INPUT DATA: Begin
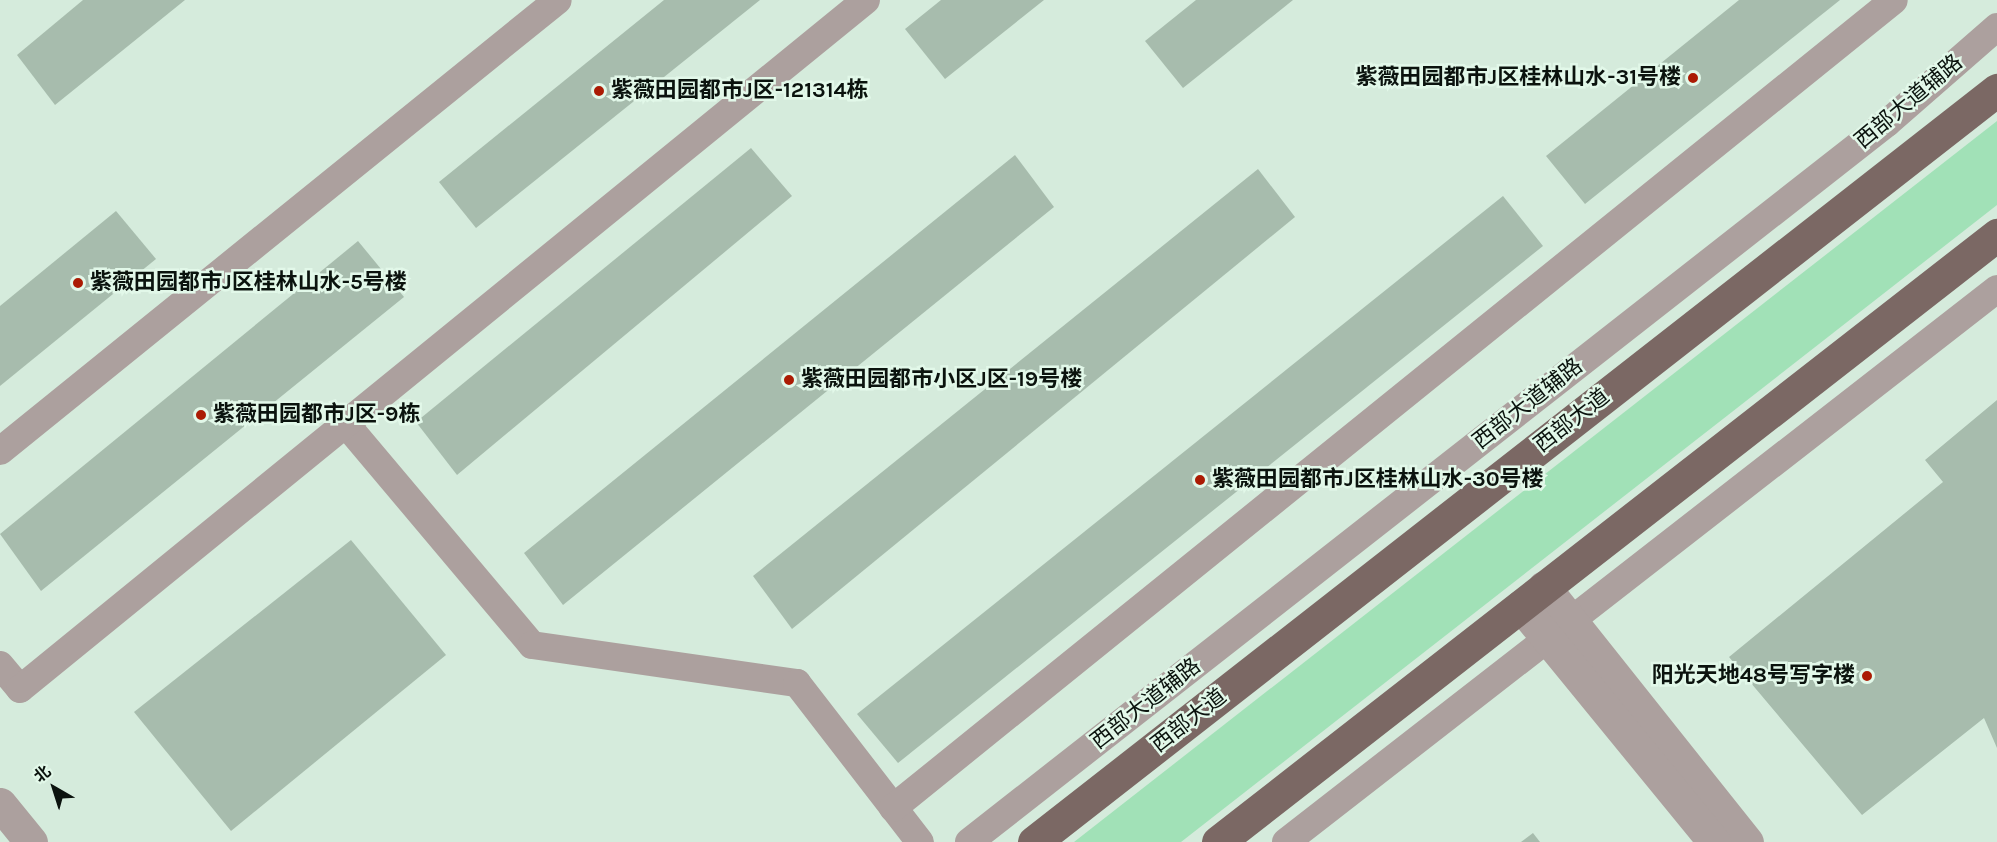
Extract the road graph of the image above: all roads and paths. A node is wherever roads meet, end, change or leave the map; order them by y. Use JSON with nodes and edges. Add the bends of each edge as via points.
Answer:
{"nodes":[{"id":1,"x":558,"y":0,"type":"edge"},
{"id":2,"x":866,"y":0,"type":"edge"},
{"id":3,"x":1894,"y":0,"type":"edge"},
{"id":4,"x":1997,"y":27,"type":"edge"},
{"id":5,"x":1997,"y":90,"type":"edge"},
{"id":6,"x":1997,"y":235,"type":"edge"},
{"id":7,"x":1997,"y":289,"type":"edge"},
{"id":8,"x":345,"y":423,"type":"junction"},
{"id":9,"x":0,"y":451,"type":"edge"},
{"id":10,"x":1533,"y":596,"type":"junction"},
{"id":11,"x":1559,"y":630,"type":"junction"},
{"id":12,"x":0,"y":665,"type":"edge"},
{"id":13,"x":0,"y":804,"type":"edge"},
{"id":14,"x":893,"y":808,"type":"junction"},
{"id":15,"x":31,"y":842,"type":"edge"},
{"id":16,"x":920,"y":842,"type":"edge"},
{"id":17,"x":969,"y":842,"type":"edge"},
{"id":18,"x":1034,"y":842,"type":"edge"},
{"id":19,"x":1218,"y":842,"type":"edge"},
{"id":20,"x":1286,"y":842,"type":"edge"},
{"id":21,"x":1714,"y":842,"type":"edge"},
{"id":22,"x":1747,"y":842,"type":"edge"}],
"edges":[{"from":1,"to":9,"type":"street"},
{"from":2,"to":8,"type":"street"},
{"from":3,"to":14,"type":"street"},
{"from":4,"to":17,"type":"street","name":"西部大道辅路","via":[[1887,123]]},
{"from":5,"to":18,"type":"main road","name":"西部大道"},
{"from":6,"to":10,"type":"main road"},
{"from":7,"to":11,"type":"street"},
{"from":8,"to":12,"type":"street","via":[[20,689]]},
{"from":8,"to":14,"type":"street","via":[[532,645],[797,683]]},
{"from":10,"to":11,"type":"street"},
{"from":10,"to":19,"type":"main road"},
{"from":11,"to":20,"type":"street"},
{"from":11,"to":21,"type":"street"},
{"from":11,"to":22,"type":"street"},
{"from":13,"to":15,"type":"street"},
{"from":14,"to":16,"type":"street"}]}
INPUT DATA: End
Look at the records above. Copy every line where the string "main" occurs.

{"from":5,"to":18,"type":"main road","name":"西部大道"},
{"from":6,"to":10,"type":"main road"},
{"from":10,"to":19,"type":"main road"},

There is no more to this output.